Isso é particularmente complicado com ex-whatevers (lê-se namorados, ficantes, casos, paixões platônicas). Até mesmo com os definitivamente exs.
Deixemos a hipocrisia de lado: lido com não só um, mas vários casos desse gênero. E, como uma legítima regenerada dos PA (passionais anônimos), procuro mantê-los bem perto. Para testar a minha própria resistência, talvez. O sangue frio, mais ainda. O desprezo, principalmente. Porque não se trata de um amigo que o leva ao seu objeto de vício - mas sim o próprio vício que se apresenta diante de você, desnudo, sedutor, atrativo, melífluo. Ele acaricia seus quadris, elogia sua inteligência, seus olhos, suas habilidades e - o mais perigoso - faz suposições indelicadas sobre acontecimentos a dois.
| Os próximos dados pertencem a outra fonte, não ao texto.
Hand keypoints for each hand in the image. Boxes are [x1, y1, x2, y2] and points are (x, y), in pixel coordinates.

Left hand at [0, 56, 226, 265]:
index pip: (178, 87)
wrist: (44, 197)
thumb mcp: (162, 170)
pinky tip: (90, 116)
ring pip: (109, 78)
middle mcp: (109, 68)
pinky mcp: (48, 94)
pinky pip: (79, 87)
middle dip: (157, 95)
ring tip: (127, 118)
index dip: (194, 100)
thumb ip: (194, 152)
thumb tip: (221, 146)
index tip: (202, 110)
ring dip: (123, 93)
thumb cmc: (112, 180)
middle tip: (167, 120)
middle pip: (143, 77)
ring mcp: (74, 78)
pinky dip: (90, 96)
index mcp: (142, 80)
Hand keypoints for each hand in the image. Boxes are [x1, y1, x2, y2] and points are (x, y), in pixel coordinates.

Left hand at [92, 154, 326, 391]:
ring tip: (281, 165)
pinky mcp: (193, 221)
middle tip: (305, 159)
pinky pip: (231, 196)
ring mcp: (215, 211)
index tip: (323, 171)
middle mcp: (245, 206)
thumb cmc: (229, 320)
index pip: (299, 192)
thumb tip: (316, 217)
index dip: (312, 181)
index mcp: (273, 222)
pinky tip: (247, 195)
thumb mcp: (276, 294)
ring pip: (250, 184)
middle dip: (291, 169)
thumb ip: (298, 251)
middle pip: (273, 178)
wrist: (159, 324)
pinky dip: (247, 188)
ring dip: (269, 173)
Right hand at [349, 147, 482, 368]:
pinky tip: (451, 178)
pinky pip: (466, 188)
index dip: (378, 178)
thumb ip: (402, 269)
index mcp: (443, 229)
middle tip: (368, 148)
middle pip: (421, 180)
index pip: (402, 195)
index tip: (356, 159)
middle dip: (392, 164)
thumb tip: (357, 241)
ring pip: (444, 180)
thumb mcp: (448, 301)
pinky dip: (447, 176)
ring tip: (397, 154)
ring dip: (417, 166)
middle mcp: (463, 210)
Livremo-nos dessas tentações, Santo Antão! repetimos conosco mesmos. Porque o senso comum nos prega que a vida saudável deve ser despida dessas coisas. Porque, sem elas, serei uma pessoa mais elevada. Alcançarei o céu, o Tao, o Nirvana ou a p… do whatever que o valha…
Por enquanto eu olho. Converso. Sorrio. Um escarnece da minha postura. Outro acha que vai me derrubar com os mesmos recursos. Mas eu não ligo. Oh, babe, maybe I’m in a Holyground…
Ah, eu sou uma asceta.
Abril 29, 2008 às 2:51 am
amei teu novo layout.
mudei lá o mue. vê se dá p/ ver agora.
bjo!
Maio 2, 2008 às 8:19 am
Mandioca, cansei da resistência. Do I don’t want, but I wanna. Entreguei-me de uma vez. Se for pra me foder, que seja tocando o pandeiro. E vamo ver no que essa merda toda vai dar.
Sdds.
Maio 2, 2008 às 12:58 pm
Não acredito e pensando bem nunca acreditei que tudo nos trilhos nos faça feliz, fazer o que senso manda nem sempre é bom, coisas que nos atrapalham nos fazem bem, vez ou outra (=
Agora ser asceta não é pra qualquer um, é um exercício…
Não sei explicar, mas me lembrei de nietzsche (=
Já disse que amo seus post´s? Não… poizé x)
Beijo dona moça e ótimo fim de semana pra tu.
:***
Maio 2, 2008 às 5:52 pm
Ah, a paixão… O melhor e o mais devastador vício.